*** Opening of Data in this exercise ***

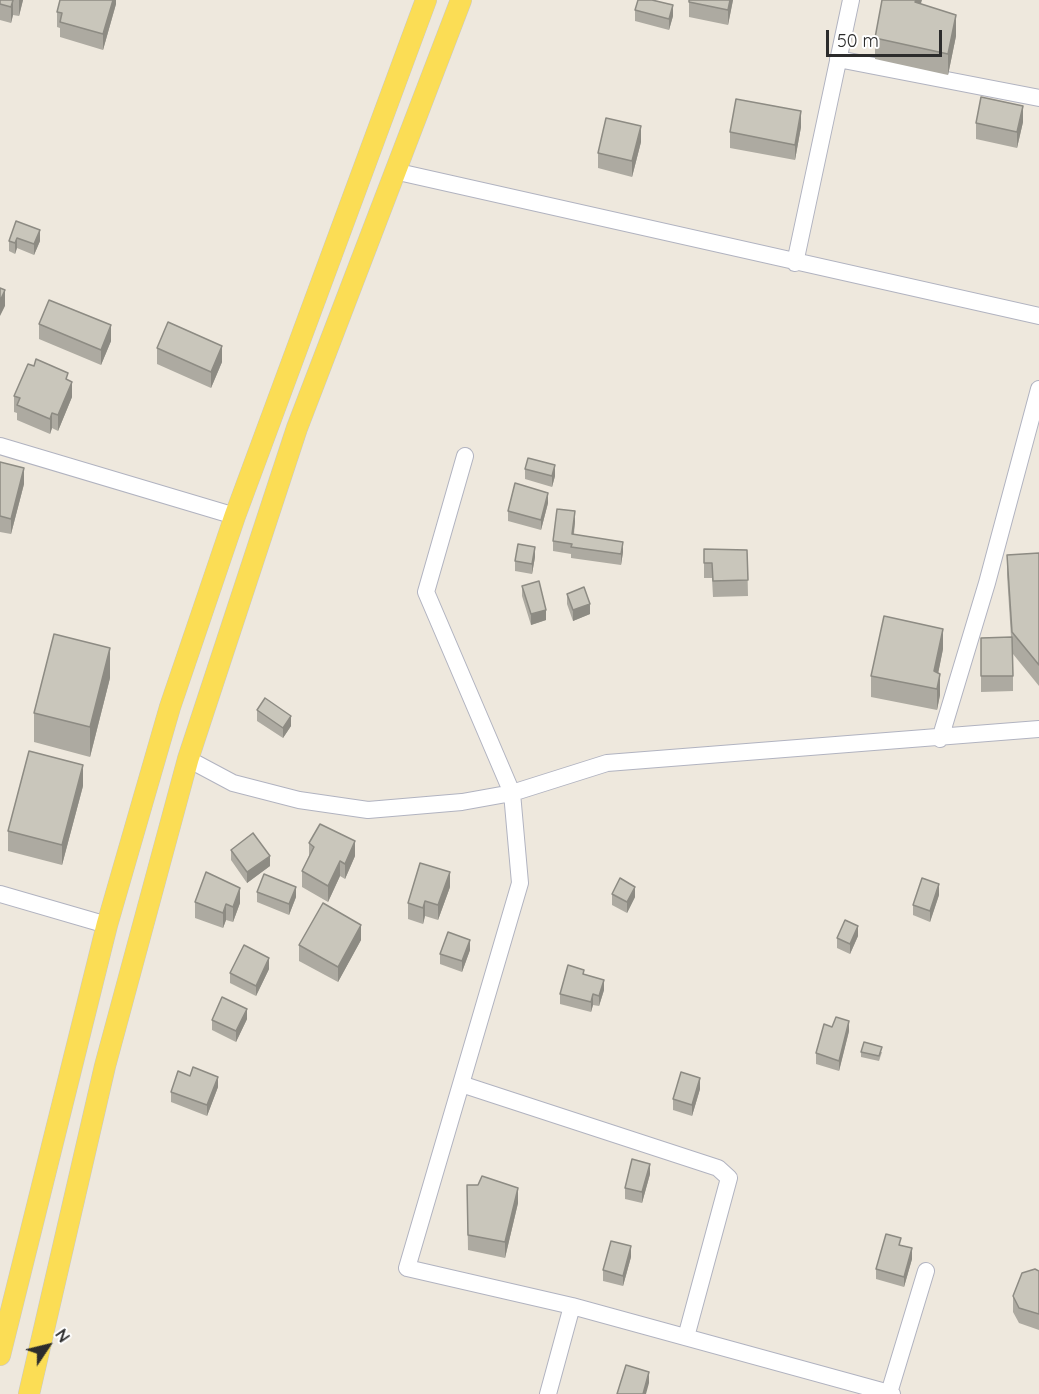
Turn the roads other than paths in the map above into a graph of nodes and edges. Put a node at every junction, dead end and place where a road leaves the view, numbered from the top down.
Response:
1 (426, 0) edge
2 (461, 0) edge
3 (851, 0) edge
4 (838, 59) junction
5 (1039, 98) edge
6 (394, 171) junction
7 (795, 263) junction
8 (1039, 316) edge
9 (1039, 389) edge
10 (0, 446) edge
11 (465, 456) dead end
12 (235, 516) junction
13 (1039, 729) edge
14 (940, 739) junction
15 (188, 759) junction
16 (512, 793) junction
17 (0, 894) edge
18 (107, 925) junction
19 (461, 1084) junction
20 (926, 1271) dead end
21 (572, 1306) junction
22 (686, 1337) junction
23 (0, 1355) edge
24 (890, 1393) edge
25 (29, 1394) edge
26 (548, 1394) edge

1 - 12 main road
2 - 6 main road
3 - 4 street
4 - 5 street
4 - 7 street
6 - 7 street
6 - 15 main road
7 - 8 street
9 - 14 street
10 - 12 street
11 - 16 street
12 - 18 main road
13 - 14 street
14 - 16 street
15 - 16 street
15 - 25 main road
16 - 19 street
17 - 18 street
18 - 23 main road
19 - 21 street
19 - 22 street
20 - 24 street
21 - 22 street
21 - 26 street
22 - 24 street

*** Close of Data in this exercise ***

Word for word, give the data above again, without any images.

Turn the roads other than paths in the map above into a graph of nodes and edges. Put a node at every junction, dead end and place where a road leaves the view, numbered from the top down.
Response:
1 (426, 0) edge
2 (461, 0) edge
3 (851, 0) edge
4 (838, 59) junction
5 (1039, 98) edge
6 (394, 171) junction
7 (795, 263) junction
8 (1039, 316) edge
9 (1039, 389) edge
10 (0, 446) edge
11 (465, 456) dead end
12 (235, 516) junction
13 (1039, 729) edge
14 (940, 739) junction
15 (188, 759) junction
16 (512, 793) junction
17 (0, 894) edge
18 (107, 925) junction
19 (461, 1084) junction
20 (926, 1271) dead end
21 (572, 1306) junction
22 (686, 1337) junction
23 (0, 1355) edge
24 (890, 1393) edge
25 (29, 1394) edge
26 (548, 1394) edge

1 - 12 main road
2 - 6 main road
3 - 4 street
4 - 5 street
4 - 7 street
6 - 7 street
6 - 15 main road
7 - 8 street
9 - 14 street
10 - 12 street
11 - 16 street
12 - 18 main road
13 - 14 street
14 - 16 street
15 - 16 street
15 - 25 main road
16 - 19 street
17 - 18 street
18 - 23 main road
19 - 21 street
19 - 22 street
20 - 24 street
21 - 22 street
21 - 26 street
22 - 24 street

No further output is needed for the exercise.